Il passaggio alle auto elettriche in Italia, presentato come un’opportunità di risparmio e sostenibilità, si sta rivelando per molti un percorso costoso e poco vantaggioso. Il caso del piano A2A Easy Moving è emblematico: con un abbonamento mensile di 106 euro per 300 kWh, l’offerta appare conveniente solo sulla carta. In realtà, penalizza soprattutto coloro che usano l’auto in modo saltuario o per brevi spostamenti.
A differenza delle auto a benzina, dove si paga solo il carburante consumato, l’elettrico impone un costo fisso mensile, anche quando il veicolo resta inutilizzato. Pensionati, famiglie che escono solo nel weekend o pendolari con tragitti brevi si ritrovano così a sostenere spese sproporzionate rispetto all’effettivo utilizzo del mezzo.
Questo tipo di tariffazione sta generando crescente malcontento: molti utenti percepiscono l’abbonamento come una sorta di “tassa occulta” che si aggiunge a una lunga lista di spese spesso non chiaramente indicate al momento dell’acquisto. A soffrirne non sono solo i proprietari di auto full electric, ma anche quelli di ibride plug-in, costretti a pagare sia il carburante che l’elettricità.

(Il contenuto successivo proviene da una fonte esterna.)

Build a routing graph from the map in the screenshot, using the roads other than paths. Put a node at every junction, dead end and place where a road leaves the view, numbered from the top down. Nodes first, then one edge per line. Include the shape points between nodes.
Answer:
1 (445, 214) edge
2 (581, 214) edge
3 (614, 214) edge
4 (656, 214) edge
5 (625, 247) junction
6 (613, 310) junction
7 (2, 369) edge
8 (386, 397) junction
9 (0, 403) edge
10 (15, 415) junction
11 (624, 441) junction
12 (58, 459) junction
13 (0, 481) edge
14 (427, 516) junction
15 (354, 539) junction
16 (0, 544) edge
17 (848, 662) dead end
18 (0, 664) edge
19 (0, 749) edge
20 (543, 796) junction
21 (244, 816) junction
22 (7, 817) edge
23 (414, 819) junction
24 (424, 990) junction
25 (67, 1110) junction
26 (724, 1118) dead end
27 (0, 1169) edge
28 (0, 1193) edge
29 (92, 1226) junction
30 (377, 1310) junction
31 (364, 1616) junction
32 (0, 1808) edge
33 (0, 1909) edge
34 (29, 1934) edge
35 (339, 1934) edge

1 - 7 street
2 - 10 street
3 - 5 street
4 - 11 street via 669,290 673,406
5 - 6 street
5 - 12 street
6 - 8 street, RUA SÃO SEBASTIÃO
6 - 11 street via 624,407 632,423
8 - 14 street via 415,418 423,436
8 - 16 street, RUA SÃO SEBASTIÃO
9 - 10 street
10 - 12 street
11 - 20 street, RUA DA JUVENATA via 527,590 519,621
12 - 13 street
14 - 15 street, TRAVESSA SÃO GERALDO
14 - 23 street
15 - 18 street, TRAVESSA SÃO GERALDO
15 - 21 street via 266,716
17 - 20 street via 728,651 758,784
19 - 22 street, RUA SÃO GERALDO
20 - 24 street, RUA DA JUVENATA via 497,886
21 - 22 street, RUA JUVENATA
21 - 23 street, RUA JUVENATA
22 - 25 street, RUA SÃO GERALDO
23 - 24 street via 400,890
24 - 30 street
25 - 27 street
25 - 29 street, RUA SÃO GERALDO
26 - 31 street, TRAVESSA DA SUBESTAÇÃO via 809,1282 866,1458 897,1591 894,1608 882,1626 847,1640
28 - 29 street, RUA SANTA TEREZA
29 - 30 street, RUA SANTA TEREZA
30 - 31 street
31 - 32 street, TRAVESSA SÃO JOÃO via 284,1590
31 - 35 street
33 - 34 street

Un doppio esborso che annulla i presunti vantaggi economici della mobilità sostenibile. A complicare ulteriormente il quadro è l’assenza di un intervento normativo. Nonostante le crescenti lamentele da parte degli automobilisti, il governo non ha ancora introdotto misure per rendere più eque e trasparenti le politiche tariffarie. Il rischio è che questo scenario scoraggi una larga fetta di potenziali acquirenti, rallentando la transizione verso una mobilità a zero emissioni.
Per invertire la tendenza, sarebbe fondamentale adottare un sistema di tariffazione basato sul reale consumo. Un approccio più flessibile e trasparente non solo aiuterebbe le famiglie a risparmiare, ma rafforzerebbe anche la fiducia nei confronti dell’elettrico, rendendo la mobilità sostenibile davvero accessibile a tutti.